Call to amend Spirit Licence Act to curb drinking and driving
Entertainment sector should be held more accountable, say experts
Paula Fletcher, executive director of the National Road Safety Council (NRSC), said there is an urgent need for government to amend the Spirit Licence Act if it is serious about curbing the problem of people driving intoxicated on the nation’s roads.
Doing so, Fletcher said, would demand more accountability of members of the entertainment sector, especially liquor franchises and associates who invest in events aimed at luring youngsters, some of whom end up driving under the influence afterwards.
Her statements followed the launch of a $17.5-million National Drug Prevalence study commissioned by the Ministry of Health and Wellness last week.
Alcohol misuse and its effects on traffic crashes is a main components of the study which will also feature other substance abuse issues from marijuana, cocaine and others.
Last week, Health Minister Christopher Tufton shied away from citing direct policy changes being considered that could come from the findings of the study. Fletcher, however, did not, noting that amendments to the Spirit Licences have been languishing on the law books for years despite local studies directly linking alcohol use and road crashes.
CRASHES AFTER PARTIES
“There are lots of parties where people prepay for alcohol and alcohol flows for the whole night. We have seen crashes after such parties,” said Fletcher. “The dynamic changed over 10 years ago where you no longer have the house parties, the industry has expanded to paid parties, and so you have more players.”
“There are the people who host or rent the venue for the events, you have the people who organise it, promoters, a whole list of people should be held more accountable,” she said, citing proposed recommendations made for the outdated 1928 Spirit Licence Act. “A cabinet submission had been done to look at this matter, but it has not gotten as far as we think it should have and it has been about a decade or so.”
Bolstering the limp breathalyser testing system, ensuring age checks for parties, and revamping the process of acquiring liquor licences will also assuage the challenges.
Justice Minister Delroy Chuck on Friday confirmed that a submission is being finalised on the matter and that it should go to Cabinet anytime soon.
“I think it has gone through several reiterations between the various ministries, and there is no doubt that it will improve and allow the police greater flexibility in using the breathalyzer test, Chuck said. “So it is something that is being examined carefully to make sure that when we apply the breathalyzer test we do so without infringing on the rights and freedoms of people on the road,” he said.

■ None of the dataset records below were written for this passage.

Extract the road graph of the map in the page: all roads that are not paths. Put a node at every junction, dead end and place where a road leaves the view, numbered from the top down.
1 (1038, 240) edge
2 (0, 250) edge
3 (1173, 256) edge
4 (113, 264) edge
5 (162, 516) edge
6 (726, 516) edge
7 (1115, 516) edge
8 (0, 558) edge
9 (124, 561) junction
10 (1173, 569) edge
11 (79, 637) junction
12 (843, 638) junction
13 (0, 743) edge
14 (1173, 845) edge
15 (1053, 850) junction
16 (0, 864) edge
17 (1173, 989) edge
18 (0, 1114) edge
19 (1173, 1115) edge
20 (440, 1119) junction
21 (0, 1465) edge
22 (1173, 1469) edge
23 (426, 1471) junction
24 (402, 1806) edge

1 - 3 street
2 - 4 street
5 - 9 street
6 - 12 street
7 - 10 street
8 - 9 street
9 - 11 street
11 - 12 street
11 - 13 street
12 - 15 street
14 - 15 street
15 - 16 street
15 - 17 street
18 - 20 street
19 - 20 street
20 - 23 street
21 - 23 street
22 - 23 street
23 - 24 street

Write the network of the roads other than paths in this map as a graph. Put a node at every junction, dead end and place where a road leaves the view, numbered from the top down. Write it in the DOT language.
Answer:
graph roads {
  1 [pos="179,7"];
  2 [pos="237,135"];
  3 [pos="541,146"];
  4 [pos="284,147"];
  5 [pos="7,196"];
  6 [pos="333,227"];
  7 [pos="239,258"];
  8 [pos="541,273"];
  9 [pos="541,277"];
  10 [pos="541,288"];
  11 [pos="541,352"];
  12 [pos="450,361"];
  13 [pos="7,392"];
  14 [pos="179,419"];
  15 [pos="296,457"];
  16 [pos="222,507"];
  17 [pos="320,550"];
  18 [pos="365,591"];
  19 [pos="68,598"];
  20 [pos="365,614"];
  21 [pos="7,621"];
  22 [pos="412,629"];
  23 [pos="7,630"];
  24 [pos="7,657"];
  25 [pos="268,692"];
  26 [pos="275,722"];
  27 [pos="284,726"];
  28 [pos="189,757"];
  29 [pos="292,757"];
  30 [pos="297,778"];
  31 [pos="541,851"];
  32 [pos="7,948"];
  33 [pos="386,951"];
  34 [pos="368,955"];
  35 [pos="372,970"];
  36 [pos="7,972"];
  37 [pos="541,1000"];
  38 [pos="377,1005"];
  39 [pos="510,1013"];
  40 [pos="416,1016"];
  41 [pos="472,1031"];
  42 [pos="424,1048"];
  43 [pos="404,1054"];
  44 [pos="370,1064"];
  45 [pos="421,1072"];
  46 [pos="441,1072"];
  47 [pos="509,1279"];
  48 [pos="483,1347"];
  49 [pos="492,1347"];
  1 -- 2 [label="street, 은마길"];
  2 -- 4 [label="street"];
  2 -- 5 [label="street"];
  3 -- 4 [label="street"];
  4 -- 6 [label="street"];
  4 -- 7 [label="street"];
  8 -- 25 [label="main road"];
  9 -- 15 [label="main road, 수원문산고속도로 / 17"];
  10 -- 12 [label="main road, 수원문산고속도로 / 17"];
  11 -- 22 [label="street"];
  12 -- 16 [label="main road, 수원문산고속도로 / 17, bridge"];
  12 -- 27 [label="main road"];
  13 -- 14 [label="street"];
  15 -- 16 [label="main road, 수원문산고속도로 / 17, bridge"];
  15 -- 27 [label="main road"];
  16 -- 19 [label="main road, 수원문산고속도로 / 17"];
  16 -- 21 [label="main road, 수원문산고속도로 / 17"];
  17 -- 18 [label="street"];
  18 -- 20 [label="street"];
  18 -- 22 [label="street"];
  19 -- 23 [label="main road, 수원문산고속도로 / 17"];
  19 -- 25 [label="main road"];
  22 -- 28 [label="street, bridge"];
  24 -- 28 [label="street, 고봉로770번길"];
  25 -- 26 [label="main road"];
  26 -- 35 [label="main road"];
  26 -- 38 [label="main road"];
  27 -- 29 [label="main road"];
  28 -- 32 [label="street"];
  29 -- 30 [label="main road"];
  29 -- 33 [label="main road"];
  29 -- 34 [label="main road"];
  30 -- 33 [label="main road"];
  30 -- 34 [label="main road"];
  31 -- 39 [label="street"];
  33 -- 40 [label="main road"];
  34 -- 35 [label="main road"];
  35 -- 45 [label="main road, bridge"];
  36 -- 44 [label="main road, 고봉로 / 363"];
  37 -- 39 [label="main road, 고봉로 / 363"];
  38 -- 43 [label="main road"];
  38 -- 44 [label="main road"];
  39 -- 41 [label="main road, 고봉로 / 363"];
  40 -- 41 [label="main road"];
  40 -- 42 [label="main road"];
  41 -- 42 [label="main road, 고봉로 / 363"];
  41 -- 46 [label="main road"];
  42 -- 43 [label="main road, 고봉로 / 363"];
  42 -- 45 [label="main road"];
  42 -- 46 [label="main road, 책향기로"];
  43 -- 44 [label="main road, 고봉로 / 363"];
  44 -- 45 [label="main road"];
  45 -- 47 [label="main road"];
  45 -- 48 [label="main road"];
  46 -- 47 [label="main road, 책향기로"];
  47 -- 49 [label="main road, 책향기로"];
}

Last week Tufton explained that stricter regulations on alcohol could cause certain backlash.
“Alcohol and tobacco are clearly legal products and so to that extent one cannot restrict them being part of the legal trade and all that goes with it except in certain circumstances,” he said. “This is just part of the daily commerce and approach to how society works.”
“The impact of alcohol abuse and excessive use is a public-health issues and there is a role for highlighting that without compromising or restricting normal commerce from taking place. On the illegal side, clearly those are regulated and there is enforcement that goes with that to ensure that the law is carried out.
Meanwhile, Professor Lloyd Waller of the Department of Government at The University of the West Indies said the drug prevalence study will have two components.
“The first is a desk study that will essentially look at the implications of drug abuse on the health sector, and its financial impact on society. The second component is a national survey that will look at drug and substance abuse. The survey will be based on quantitative technique, and we also have elements of qualitative analysis that we will be using,” he said.